Mujeres que beben

LA UNIVERSIDAD de Vigo acaba de publicar un estudio muy difundido por los periódicos, como no podía ser menos, sobre la relación de los universitarios y el alcohol, que es muy reciente de unos años para aquí. Efecto imitación como los que se echan por la ventana, que hay un solterón en mi edificio que al ver el telediario dice amargamente: «Voy a tirarme yo también, a ver si bajando conozco a alguien». Del estudio se desprende que más de la mitad de las jovencitas beben para emborracharse en tiempo récord, no sé si como flappers. Es una diferencia muy superior a la del hombre, que lo hace en menor medida.
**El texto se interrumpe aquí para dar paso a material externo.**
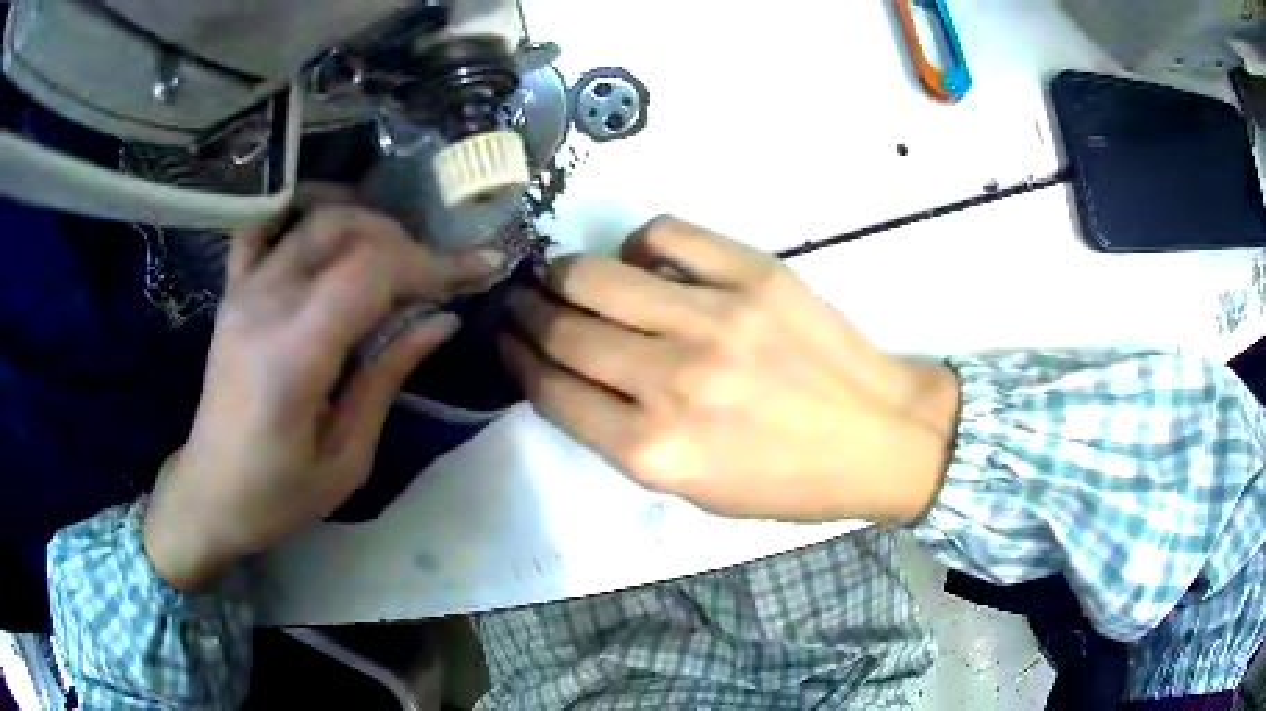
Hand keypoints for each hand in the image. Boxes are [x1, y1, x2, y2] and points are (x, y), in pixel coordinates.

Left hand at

De todos cuantos placeres me concedió la vida, y han sido muchos, el mayor es el de la mujer bebiendo a mi lado, mayormente para que no beba yo. No en tiempo récord, desde luego, ni para emborracharse inútilmente, sino con verdadera elegancia, afilando la inteligencia con intensidad y disparando a discreción, plena de facultades. He estado siempre rodeado de mujeres bebedoras; mujeres que piden whisky después de comer, encienden un pitillo y empiezan a bajar la copa a hachazos sin perder un gramo de compostura; luego se van al baño aún más altas y exuberantes que cuando se sentaron, subidas a tacones improbables. En una mesa manda siempre quien agarra la botella por el cuello como si fuese una cabra y no quien la levanta por el culo, escurriéndola. Una mujer cerca de la barra pero sin llegar nunca a la barra; una mujer a punto de estar borracha pero siempre sin estar borracha. La seducción es estar a punto de algo, por eso persistimos, y el sexo es conseguirlo holgadamente, por eso nos arrepentimos. Esas chicas que dicen beber para emborracharse no saben aún que no se bebe para olvidar, sino para recordar menos, de la misma manera que lo contrario de obedecer no es desobedecer, sino mandar.